BEGIN GIVEN RECORDS
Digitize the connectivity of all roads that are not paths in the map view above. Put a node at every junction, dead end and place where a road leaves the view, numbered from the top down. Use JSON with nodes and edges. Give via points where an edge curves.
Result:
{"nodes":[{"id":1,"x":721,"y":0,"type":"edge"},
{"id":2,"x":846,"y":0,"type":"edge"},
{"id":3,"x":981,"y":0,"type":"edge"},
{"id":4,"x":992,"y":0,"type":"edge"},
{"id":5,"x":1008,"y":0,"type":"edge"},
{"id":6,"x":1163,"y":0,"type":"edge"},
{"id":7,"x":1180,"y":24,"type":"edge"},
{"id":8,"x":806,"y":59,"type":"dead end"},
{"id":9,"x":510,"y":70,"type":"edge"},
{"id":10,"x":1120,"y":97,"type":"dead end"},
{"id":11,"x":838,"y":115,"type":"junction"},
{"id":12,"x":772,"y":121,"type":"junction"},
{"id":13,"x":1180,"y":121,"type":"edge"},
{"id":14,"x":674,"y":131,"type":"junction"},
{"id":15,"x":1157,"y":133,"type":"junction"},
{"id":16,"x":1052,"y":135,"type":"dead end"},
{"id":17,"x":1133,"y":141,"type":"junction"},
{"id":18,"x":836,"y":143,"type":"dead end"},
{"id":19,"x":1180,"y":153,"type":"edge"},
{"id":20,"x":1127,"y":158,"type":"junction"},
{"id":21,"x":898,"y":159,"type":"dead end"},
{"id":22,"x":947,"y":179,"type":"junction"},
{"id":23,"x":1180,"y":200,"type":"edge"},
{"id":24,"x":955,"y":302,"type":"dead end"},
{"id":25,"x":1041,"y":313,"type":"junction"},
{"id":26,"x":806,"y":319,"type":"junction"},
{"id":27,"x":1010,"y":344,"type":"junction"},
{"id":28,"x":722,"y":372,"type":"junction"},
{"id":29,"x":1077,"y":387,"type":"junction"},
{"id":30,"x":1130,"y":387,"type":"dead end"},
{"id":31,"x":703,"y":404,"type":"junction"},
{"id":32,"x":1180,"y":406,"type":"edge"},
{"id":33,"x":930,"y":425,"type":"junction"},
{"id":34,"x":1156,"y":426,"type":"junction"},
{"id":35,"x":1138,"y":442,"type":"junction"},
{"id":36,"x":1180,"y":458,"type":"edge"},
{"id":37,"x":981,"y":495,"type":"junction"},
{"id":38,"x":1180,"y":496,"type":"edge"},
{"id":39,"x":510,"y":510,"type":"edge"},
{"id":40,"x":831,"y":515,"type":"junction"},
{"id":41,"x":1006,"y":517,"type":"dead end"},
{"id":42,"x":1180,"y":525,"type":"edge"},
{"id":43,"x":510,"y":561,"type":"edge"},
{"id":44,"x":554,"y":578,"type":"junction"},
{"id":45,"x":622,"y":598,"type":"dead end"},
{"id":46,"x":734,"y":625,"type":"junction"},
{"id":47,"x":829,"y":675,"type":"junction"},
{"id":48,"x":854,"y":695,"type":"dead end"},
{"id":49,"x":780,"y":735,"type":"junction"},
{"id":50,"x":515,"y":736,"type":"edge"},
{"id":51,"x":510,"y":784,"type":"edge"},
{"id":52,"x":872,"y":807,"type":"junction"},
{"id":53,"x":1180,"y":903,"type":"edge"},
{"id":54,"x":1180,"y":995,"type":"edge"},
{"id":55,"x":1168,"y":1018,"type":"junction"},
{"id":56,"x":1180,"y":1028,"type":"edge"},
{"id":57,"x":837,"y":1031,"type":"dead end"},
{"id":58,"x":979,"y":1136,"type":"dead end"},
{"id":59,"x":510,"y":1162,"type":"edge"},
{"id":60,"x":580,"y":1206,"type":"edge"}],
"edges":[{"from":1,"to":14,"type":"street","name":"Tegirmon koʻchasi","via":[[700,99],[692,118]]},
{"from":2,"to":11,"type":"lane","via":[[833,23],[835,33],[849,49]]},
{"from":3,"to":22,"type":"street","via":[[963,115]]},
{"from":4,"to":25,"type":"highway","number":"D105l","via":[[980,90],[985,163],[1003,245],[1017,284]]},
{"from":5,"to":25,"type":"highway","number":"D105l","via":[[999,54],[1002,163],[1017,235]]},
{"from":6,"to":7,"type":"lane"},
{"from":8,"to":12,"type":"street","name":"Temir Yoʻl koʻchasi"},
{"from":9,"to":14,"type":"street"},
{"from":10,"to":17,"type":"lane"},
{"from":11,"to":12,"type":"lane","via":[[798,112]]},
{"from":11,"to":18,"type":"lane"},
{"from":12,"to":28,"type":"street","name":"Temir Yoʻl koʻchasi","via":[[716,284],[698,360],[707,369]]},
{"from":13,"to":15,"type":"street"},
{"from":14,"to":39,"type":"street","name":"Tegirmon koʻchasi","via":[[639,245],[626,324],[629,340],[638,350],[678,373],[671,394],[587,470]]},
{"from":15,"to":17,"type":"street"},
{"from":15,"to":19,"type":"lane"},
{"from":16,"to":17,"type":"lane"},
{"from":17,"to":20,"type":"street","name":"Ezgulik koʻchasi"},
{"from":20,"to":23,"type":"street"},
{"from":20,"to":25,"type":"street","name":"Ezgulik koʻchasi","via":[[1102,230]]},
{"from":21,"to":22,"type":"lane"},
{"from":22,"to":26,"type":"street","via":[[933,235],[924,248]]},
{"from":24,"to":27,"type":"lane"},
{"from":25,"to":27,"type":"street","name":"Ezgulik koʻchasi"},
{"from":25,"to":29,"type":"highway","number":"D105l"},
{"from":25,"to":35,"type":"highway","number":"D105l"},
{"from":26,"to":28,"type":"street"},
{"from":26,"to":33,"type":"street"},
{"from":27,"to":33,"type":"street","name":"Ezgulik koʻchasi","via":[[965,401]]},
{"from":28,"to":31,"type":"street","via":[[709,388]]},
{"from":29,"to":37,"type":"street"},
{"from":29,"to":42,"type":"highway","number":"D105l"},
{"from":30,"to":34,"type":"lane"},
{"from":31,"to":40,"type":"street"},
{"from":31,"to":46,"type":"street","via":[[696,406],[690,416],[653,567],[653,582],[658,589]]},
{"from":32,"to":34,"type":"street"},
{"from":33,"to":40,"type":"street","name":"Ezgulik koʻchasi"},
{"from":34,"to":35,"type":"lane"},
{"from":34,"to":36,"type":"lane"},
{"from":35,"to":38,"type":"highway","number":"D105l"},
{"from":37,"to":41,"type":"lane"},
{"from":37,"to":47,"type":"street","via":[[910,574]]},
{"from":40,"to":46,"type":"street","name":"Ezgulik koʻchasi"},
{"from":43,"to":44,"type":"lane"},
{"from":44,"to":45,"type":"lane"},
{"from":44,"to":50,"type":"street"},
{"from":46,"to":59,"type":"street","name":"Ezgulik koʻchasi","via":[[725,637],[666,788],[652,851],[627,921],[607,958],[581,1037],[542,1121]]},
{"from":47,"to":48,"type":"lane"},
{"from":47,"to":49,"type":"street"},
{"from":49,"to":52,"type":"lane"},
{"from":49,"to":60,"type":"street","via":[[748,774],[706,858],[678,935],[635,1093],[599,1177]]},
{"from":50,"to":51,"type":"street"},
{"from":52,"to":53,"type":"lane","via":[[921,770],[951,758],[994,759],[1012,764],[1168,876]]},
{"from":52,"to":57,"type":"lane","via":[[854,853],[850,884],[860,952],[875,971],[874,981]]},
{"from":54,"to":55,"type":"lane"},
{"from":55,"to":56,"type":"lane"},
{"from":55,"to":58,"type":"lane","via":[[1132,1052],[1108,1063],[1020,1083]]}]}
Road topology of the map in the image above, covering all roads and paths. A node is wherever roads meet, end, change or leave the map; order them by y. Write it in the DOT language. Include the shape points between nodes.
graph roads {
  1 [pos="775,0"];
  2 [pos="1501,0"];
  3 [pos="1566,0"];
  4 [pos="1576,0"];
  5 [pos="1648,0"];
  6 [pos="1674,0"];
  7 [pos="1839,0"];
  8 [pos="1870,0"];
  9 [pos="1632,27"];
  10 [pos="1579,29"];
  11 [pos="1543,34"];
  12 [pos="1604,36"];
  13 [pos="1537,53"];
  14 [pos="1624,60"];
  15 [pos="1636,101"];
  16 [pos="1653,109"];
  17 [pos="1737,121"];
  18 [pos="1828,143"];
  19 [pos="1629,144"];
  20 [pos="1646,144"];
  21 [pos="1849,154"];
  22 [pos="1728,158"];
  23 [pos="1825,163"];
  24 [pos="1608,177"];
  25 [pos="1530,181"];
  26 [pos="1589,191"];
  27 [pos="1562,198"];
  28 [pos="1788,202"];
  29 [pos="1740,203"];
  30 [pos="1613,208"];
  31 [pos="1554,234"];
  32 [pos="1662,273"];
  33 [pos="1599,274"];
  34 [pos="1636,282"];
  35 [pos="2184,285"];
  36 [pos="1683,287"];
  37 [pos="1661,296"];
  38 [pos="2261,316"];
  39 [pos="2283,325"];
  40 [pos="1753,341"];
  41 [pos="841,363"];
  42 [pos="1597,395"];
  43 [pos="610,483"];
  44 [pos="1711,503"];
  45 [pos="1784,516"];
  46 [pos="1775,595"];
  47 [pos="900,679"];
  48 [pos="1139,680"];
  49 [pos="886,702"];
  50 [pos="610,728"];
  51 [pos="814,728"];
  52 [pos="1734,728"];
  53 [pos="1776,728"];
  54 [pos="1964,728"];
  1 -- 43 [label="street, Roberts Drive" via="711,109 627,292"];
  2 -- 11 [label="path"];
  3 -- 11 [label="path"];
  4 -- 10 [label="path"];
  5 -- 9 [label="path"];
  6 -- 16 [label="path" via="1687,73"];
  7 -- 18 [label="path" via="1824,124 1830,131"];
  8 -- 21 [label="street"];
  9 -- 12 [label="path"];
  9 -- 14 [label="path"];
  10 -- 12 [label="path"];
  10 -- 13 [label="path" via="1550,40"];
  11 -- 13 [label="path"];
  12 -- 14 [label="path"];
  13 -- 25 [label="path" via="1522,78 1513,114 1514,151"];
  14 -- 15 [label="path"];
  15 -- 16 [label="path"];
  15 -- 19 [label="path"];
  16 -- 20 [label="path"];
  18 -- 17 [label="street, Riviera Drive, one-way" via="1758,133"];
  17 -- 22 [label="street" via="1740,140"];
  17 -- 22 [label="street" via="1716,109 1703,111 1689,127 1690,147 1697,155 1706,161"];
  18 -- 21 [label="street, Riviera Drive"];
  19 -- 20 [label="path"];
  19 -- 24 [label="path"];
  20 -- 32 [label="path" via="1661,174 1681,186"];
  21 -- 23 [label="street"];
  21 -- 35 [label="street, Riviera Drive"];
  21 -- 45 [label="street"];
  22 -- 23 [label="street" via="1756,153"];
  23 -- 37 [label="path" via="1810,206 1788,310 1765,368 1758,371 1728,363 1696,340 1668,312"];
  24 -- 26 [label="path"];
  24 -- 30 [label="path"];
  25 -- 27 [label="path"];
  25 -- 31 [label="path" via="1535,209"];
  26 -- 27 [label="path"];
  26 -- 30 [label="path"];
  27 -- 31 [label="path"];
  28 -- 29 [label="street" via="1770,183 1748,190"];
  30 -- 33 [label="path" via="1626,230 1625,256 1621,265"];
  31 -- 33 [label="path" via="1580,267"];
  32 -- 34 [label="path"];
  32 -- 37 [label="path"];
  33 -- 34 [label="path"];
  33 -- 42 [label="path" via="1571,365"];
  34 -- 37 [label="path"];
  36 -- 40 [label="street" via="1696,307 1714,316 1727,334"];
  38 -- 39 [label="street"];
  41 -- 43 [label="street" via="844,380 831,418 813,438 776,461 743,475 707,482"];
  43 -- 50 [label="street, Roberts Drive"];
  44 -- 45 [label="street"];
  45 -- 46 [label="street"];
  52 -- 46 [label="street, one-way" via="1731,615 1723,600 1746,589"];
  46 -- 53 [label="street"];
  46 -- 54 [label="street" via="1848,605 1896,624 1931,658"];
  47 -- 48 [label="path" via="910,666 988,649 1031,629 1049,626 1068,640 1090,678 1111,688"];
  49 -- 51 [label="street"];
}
END GIVEN RECORDS
** INSTRUCTIONS TO FOLLOW **
Nothing but the lines with "Roberts" should be returned, copied from the entries above.

** FINAL ANSWER **
  1 -- 43 [label="street, Roberts Drive" via="711,109 627,292"];
  43 -- 50 [label="street, Roberts Drive"];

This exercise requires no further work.